How To Verify The GoogleBot Crawling Your Site Is Not A Fake

Mar 10, 2007 | 2,904 views | by Navneet Kaushal
VN:F [1.9.20_1166]
Rating: 0.0/5 (0 votes cast)

The Googlebot that just visited your website might not have been from Google. There are rogue bots out there which imitate the Googlebot to steal content. Barry Schwartz has compiled few resources which elaborate upon ways to verify the authenticity of a bot.
    
Included in the post are some past posts on the issue, a post by Matt Cutts and discussions at Cre8asite Forums. Matt Cutts has explained how to verify the bot with reverse DNS.

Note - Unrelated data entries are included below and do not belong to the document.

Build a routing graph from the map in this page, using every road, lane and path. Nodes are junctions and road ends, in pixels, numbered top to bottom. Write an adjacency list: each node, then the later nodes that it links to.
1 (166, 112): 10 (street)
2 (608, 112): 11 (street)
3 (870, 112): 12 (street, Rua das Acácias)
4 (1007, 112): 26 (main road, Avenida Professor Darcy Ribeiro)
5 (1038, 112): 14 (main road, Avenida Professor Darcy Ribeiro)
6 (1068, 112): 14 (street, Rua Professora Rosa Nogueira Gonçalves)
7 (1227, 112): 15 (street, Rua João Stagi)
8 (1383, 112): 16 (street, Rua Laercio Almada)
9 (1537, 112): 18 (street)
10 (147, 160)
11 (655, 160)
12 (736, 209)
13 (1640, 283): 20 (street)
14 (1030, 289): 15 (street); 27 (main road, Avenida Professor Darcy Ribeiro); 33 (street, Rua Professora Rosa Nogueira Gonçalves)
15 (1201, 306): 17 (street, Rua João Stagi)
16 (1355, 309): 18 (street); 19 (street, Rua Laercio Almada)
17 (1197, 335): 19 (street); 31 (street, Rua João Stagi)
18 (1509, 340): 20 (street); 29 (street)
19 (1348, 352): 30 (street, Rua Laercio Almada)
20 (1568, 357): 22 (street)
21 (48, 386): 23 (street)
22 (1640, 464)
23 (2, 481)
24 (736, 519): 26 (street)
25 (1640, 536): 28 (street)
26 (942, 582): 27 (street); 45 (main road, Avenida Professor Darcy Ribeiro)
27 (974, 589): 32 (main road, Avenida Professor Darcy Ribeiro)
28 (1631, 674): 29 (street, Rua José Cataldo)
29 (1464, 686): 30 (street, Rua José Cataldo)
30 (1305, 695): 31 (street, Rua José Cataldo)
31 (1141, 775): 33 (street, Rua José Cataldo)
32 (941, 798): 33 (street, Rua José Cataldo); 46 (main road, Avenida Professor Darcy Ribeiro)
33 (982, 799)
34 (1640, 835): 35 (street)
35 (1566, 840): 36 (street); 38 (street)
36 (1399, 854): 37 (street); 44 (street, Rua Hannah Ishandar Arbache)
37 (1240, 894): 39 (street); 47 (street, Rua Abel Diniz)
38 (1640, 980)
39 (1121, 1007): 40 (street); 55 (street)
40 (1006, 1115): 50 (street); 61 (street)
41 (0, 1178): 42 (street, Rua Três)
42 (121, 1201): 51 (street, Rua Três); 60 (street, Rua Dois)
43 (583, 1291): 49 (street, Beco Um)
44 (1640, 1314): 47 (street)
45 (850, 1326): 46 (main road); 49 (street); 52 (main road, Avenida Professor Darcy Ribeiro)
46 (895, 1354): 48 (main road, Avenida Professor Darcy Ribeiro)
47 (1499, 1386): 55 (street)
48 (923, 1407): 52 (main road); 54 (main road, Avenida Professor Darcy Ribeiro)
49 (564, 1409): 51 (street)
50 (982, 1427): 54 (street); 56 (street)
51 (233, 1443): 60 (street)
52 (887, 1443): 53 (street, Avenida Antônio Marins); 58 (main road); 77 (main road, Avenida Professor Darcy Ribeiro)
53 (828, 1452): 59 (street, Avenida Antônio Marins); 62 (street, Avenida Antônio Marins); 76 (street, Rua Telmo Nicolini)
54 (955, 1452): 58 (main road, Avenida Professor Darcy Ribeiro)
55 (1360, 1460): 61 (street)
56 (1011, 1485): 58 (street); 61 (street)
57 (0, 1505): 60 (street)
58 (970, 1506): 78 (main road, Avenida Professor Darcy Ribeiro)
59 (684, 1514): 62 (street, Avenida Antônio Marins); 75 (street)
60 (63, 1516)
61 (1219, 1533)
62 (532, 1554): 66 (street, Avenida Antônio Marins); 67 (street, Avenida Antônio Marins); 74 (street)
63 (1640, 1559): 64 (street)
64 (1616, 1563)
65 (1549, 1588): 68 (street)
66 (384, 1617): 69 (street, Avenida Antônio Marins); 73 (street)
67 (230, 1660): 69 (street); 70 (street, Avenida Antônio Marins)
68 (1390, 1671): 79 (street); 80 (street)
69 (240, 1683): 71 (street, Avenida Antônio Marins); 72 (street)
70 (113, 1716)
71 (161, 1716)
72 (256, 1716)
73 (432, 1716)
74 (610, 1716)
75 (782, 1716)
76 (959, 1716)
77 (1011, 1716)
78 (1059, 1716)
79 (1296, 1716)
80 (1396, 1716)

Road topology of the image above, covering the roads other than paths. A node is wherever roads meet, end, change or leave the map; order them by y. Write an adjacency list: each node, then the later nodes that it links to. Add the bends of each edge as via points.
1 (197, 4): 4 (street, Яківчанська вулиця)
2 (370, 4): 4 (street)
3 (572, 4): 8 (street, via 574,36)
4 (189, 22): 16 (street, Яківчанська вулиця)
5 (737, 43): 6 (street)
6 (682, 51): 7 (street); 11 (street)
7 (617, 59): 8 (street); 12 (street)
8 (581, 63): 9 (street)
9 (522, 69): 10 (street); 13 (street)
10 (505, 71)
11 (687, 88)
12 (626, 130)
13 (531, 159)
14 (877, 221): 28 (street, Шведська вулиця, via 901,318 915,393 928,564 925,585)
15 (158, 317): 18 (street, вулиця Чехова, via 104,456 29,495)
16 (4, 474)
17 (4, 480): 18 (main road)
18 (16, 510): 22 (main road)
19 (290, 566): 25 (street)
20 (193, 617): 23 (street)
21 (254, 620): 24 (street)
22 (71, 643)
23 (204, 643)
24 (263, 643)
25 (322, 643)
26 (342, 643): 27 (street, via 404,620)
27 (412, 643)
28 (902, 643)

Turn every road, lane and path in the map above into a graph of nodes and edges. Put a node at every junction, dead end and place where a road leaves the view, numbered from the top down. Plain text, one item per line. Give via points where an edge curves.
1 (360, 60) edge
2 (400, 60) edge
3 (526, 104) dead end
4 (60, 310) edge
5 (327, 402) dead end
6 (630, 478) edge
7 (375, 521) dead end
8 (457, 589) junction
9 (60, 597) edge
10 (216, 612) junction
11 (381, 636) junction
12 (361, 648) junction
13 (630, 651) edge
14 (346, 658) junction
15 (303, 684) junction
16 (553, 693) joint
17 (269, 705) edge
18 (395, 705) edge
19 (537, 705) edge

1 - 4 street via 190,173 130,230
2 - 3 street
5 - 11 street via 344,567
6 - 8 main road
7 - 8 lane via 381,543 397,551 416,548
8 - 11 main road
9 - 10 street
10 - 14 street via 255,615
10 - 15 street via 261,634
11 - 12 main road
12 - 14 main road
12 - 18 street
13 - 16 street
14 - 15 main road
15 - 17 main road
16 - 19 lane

Telling webmasters to use DNS to verify on a case-by-case basis seems like the best way to go. I think the recommended technique would be to do a reverse DNS lookup, verify that the name is in the googlebot.com domain, and then do a corresponding forward DNS->IP lookup using that googlebot.com name; eg:

> host 66.249.66.1
1.66.249.66.in-addr.arpa domain name pointer crawl-66-249-66-1.googlebot.com.

> host crawl-66-249-66-1.googlebot.com
crawl-66-249-66-1.googlebot.com has address 66.249.66.1

I don't think just doing a reverse DNS lookup is sufficient, because a spoofer could set up reverse DNS to point to crawl-a-b-c-d.googlebot.com.

Barry also advises to use CrawlWall to automate the process.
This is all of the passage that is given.